▶ Provided records

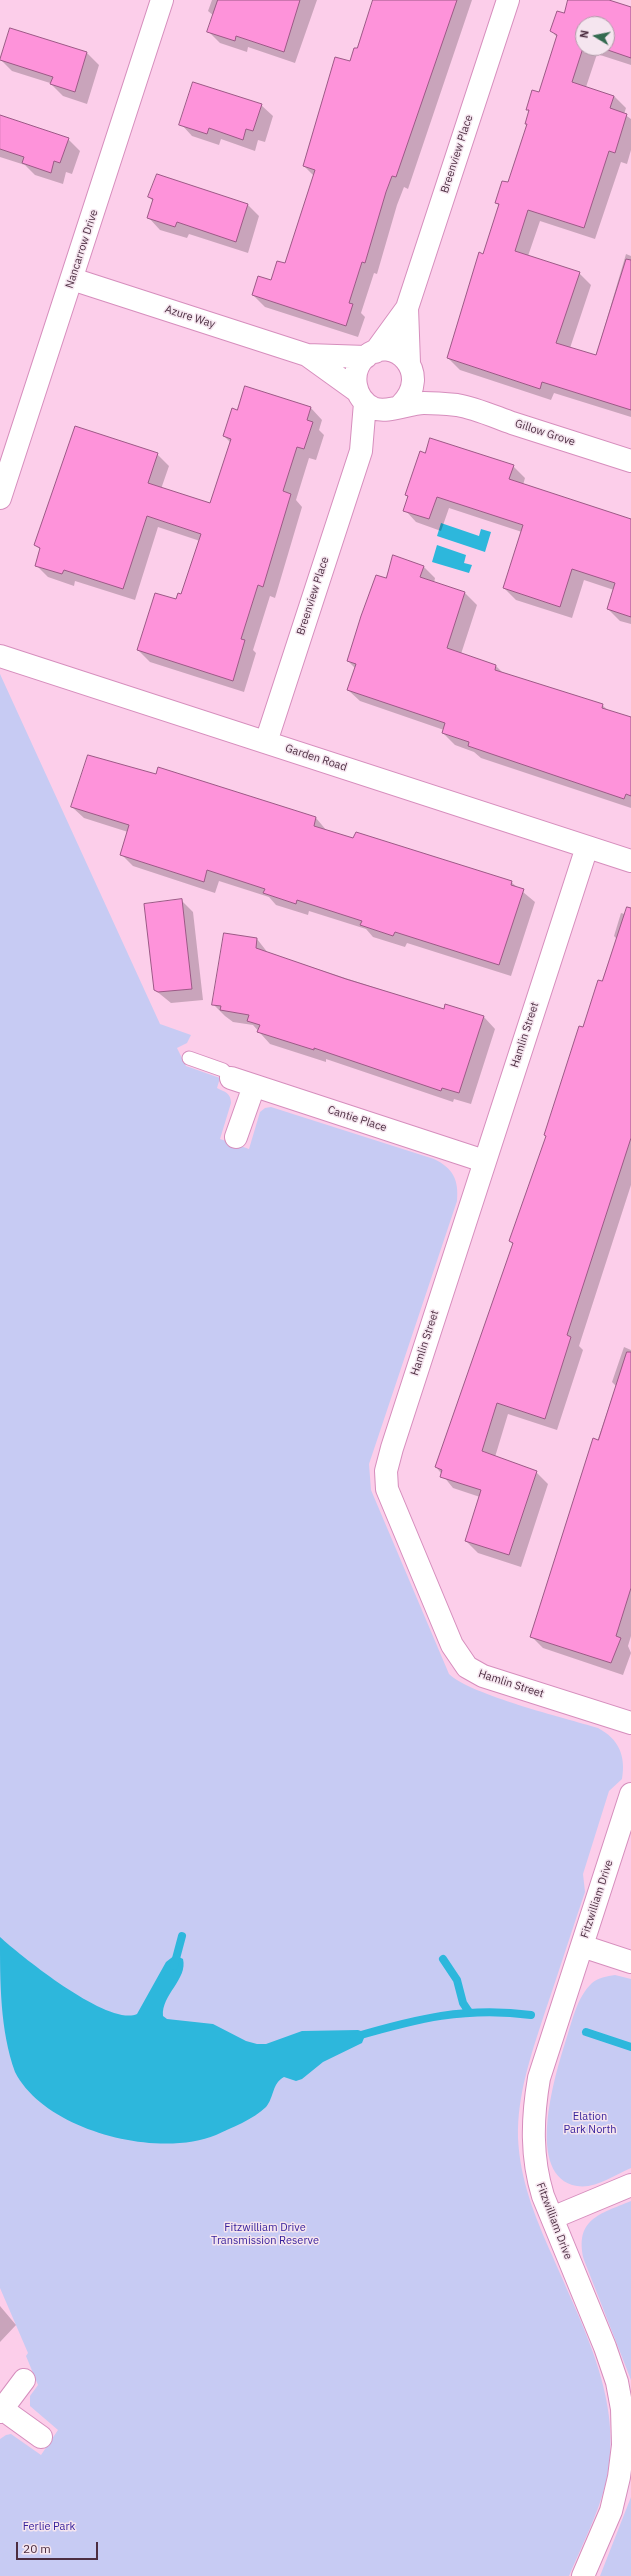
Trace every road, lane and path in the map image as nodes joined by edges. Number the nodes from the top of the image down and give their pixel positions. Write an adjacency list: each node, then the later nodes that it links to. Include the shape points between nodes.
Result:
1 (162, 0): 3 (street, Nancarrow Drive)
2 (508, 0): 4 (street, Breenview Place)
3 (72, 279): 6 (street, Azure Way); 13 (street, Nancarrow Drive)
4 (407, 308): 5 (street, Breenview Place); 7 (street, Breenview Place)
5 (370, 354): 6 (street, Azure Way); 7 (street, via 394,352); 8 (street, via 356,374)
6 (307, 355): 8 (street, Azure Way)
7 (411, 367): 9 (street, Gillow Grove); 10 (street, via 415,381 413,390)
8 (361, 397): 10 (street, via 374,408); 11 (street, Breenview Place)
9 (459, 406): 10 (street, Gillow Grove, via 424,403); 12 (street, Gillow Grove)
10 (397, 407): 11 (street, Breenview Place)
11 (361, 451): 15 (street, Breenview Place)
12 (631, 461)
13 (0, 498)
14 (0, 656): 15 (street, Garden Road)
15 (266, 742): 16 (street, Garden Road)
16 (587, 847): 17 (street, Garden Road); 22 (street, Hamlin Street)
17 (631, 861)
18 (189, 1058): 19 (lane, via 223,1070)
19 (231, 1078): 20 (street, Cantie Place)
20 (254, 1086): 21 (street); 22 (street, Cantie Place)
21 (236, 1137)
22 (484, 1160): 23 (street, Hamlin Street, via 392,1448 386,1471 387,1489 452,1645 466,1667 483,1676)
23 (631, 1723)
24 (630, 1800): 25 (street, Fitzwilliam Drive)
25 (582, 1946): 26 (street); 28 (street, Fitzwilliam Drive, via 547,2051 535,2099 533,2148 537,2176)
26 (631, 1962)
27 (631, 2185): 28 (street)
28 (552, 2218): 32 (street, Fitzwilliam Drive, via 605,2347 617,2382 622,2409 623,2445 620,2476 611,2511)
29 (24, 2380): 30 (street)
30 (1, 2410): 31 (street)
31 (41, 2437)
32 (583, 2576)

▶ Exercise brief
Check every line of the data above for the string "Nancarrow", and copy those that have it.

▶ Task output
1 (162, 0): 3 (street, Nancarrow Drive)
3 (72, 279): 6 (street, Azure Way); 13 (street, Nancarrow Drive)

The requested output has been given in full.